Task objective:
The lines below that include the word "Lexington" are to be reported.

Listed entries:
*** Block opens ***

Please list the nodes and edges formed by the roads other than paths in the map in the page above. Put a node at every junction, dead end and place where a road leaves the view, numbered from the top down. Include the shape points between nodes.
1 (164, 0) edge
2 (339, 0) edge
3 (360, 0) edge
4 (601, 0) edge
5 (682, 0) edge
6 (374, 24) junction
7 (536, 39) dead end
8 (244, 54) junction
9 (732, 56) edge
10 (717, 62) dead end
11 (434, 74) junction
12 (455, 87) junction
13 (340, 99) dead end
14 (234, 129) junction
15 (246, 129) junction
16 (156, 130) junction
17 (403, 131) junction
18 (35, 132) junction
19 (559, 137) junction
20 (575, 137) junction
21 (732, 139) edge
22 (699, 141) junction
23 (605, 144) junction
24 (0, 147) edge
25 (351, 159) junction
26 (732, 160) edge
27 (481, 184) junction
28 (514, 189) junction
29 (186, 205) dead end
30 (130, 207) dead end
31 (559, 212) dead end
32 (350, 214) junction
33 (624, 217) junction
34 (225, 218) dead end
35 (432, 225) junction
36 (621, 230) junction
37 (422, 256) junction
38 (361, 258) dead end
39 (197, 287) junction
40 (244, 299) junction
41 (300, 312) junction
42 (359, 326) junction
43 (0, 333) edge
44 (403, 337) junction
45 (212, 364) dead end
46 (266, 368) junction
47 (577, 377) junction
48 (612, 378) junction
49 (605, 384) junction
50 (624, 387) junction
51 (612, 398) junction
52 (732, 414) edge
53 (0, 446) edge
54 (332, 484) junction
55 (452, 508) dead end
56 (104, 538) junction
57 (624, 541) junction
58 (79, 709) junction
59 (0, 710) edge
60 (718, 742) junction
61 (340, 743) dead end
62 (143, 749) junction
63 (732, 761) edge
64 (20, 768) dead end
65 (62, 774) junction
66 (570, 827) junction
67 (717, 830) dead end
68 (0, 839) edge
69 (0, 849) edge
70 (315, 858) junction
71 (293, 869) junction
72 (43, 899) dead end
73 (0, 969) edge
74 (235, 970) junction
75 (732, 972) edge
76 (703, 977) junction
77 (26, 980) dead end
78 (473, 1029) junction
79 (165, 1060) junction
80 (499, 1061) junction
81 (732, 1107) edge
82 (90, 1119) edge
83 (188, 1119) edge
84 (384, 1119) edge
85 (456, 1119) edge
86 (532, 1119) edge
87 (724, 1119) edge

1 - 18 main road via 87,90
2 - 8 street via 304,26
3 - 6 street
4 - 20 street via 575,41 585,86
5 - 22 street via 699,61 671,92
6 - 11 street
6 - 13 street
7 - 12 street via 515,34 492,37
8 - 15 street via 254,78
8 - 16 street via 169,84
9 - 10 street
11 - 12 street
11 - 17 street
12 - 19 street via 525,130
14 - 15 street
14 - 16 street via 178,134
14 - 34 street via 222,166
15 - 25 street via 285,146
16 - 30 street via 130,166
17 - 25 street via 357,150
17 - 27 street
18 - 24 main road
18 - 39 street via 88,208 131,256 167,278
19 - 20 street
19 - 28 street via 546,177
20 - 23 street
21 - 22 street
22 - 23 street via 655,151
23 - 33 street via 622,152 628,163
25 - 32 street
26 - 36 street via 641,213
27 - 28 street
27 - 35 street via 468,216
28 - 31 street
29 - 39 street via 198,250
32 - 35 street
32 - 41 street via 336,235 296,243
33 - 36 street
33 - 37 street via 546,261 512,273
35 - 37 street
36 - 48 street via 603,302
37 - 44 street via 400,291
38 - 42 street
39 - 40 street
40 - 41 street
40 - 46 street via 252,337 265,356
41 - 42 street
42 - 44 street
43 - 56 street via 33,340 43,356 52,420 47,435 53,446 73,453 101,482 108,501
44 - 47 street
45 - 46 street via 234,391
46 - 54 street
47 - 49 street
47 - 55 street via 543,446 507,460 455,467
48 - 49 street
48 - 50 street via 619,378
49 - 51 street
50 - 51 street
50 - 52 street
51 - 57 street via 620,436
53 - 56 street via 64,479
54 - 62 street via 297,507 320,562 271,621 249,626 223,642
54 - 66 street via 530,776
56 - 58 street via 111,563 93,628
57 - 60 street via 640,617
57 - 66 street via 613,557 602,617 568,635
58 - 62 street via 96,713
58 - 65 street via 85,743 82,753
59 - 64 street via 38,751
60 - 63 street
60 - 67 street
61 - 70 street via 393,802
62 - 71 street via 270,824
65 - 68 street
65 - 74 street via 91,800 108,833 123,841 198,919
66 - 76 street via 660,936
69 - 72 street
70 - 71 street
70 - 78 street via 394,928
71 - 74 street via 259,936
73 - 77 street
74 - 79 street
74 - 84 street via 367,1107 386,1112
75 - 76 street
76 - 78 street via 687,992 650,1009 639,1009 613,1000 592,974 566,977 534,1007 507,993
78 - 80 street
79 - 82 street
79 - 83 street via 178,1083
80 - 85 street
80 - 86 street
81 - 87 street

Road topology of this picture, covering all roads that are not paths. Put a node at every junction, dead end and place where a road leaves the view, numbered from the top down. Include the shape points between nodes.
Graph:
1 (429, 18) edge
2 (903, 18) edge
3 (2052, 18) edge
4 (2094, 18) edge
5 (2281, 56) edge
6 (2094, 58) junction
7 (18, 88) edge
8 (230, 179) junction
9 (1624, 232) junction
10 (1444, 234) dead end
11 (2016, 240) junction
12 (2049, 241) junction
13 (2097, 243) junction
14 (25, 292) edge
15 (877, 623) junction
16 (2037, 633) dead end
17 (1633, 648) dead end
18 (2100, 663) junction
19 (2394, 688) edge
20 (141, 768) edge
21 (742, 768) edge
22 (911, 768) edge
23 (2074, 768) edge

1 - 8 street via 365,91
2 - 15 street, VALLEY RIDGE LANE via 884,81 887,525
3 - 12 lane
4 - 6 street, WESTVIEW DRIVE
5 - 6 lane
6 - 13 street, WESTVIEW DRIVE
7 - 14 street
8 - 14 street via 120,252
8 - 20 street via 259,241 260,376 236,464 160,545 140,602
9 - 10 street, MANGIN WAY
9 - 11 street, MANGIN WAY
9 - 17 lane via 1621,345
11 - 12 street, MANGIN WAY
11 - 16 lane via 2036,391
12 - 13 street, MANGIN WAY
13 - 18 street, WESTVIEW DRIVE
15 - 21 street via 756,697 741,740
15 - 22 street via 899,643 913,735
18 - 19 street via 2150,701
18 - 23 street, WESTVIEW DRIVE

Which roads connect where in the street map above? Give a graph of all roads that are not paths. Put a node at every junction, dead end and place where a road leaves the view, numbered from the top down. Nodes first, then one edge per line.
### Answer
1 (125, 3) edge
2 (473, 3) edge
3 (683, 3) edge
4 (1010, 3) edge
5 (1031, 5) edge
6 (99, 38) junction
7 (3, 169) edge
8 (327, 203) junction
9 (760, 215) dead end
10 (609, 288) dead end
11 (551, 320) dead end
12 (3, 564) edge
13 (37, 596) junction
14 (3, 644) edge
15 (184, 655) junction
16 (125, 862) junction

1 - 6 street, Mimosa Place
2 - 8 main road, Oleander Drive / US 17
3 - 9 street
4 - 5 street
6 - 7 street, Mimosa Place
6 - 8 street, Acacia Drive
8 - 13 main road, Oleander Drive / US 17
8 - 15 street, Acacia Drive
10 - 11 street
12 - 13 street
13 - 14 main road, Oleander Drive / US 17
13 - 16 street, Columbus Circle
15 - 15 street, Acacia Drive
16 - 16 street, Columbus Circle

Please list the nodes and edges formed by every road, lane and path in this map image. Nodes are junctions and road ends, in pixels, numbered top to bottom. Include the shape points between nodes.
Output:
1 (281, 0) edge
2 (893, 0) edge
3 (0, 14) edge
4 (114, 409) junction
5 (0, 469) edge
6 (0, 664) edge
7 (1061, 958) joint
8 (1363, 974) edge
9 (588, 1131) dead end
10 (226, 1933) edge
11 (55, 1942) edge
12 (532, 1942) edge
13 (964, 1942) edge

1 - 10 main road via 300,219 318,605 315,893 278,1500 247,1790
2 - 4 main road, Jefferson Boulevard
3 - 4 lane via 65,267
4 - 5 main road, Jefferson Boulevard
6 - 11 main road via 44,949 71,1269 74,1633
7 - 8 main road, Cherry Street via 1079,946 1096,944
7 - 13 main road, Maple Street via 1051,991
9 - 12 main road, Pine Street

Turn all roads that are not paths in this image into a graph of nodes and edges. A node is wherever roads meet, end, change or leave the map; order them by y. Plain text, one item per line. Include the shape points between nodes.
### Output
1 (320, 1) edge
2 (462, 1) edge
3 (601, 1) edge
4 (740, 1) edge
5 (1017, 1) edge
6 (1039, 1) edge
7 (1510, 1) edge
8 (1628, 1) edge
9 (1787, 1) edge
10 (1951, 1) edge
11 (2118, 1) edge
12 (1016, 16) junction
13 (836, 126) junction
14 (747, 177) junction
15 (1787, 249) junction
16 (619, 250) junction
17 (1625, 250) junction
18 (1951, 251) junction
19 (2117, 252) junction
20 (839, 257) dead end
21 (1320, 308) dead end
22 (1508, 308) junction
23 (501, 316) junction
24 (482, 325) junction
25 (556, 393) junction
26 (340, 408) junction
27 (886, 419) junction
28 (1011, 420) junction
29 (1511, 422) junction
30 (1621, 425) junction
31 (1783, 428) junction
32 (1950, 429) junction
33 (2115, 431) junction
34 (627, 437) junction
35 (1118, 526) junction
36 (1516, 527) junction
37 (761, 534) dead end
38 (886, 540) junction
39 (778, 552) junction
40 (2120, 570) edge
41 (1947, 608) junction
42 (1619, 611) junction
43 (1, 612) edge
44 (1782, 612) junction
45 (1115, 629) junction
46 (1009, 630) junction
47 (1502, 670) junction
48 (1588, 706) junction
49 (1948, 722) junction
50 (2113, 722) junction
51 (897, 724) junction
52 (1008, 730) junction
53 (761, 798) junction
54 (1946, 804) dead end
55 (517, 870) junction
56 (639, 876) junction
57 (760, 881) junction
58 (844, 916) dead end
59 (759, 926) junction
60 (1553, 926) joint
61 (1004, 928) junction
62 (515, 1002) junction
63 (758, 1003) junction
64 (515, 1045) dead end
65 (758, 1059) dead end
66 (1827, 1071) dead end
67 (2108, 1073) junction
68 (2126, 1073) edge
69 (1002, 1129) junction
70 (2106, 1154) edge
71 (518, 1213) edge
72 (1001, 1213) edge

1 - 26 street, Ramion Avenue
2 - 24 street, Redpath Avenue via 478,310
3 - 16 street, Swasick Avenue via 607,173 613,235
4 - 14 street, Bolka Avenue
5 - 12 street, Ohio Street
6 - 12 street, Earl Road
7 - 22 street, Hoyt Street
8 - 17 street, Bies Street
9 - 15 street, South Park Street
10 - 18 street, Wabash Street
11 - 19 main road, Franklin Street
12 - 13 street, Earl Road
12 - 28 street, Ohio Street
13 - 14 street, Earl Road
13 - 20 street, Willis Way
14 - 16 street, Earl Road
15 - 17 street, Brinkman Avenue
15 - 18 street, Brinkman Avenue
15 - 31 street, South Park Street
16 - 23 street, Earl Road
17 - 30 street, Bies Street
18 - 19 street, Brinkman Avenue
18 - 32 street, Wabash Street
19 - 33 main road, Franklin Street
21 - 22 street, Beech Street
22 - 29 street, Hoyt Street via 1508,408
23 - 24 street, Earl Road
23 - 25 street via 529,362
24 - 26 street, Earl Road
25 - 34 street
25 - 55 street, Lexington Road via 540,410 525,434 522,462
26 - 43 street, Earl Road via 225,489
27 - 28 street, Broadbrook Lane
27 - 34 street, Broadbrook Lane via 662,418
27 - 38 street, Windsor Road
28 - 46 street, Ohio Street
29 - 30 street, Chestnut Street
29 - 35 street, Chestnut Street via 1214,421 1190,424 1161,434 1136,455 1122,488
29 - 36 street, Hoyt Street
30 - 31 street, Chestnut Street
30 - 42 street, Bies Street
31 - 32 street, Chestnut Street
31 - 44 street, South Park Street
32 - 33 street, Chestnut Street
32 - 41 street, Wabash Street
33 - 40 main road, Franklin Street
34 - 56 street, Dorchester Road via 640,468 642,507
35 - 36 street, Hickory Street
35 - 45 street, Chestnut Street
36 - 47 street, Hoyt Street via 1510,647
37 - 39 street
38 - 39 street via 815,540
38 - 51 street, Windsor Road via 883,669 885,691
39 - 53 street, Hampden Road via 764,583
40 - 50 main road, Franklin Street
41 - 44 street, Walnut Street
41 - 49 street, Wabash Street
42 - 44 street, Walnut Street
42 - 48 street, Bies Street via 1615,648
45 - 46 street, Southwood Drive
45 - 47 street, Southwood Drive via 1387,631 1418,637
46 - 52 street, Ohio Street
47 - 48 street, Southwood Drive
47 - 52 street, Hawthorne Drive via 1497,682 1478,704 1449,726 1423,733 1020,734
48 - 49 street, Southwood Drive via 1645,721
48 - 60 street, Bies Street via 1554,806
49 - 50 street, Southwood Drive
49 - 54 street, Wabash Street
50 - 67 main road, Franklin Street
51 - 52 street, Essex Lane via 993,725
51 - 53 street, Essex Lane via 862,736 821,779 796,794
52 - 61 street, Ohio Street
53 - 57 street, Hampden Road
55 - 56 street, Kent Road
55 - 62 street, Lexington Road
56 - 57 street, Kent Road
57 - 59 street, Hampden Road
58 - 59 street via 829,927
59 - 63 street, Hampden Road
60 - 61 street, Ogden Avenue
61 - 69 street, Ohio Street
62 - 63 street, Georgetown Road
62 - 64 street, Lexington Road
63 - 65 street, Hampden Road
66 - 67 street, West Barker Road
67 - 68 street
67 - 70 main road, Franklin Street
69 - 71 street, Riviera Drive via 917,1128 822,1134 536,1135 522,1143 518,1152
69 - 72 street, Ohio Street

*** Block closes ***

Response area:
25 - 55 street, Lexington Road via 540,410 525,434 522,462
55 - 62 street, Lexington Road
62 - 64 street, Lexington Road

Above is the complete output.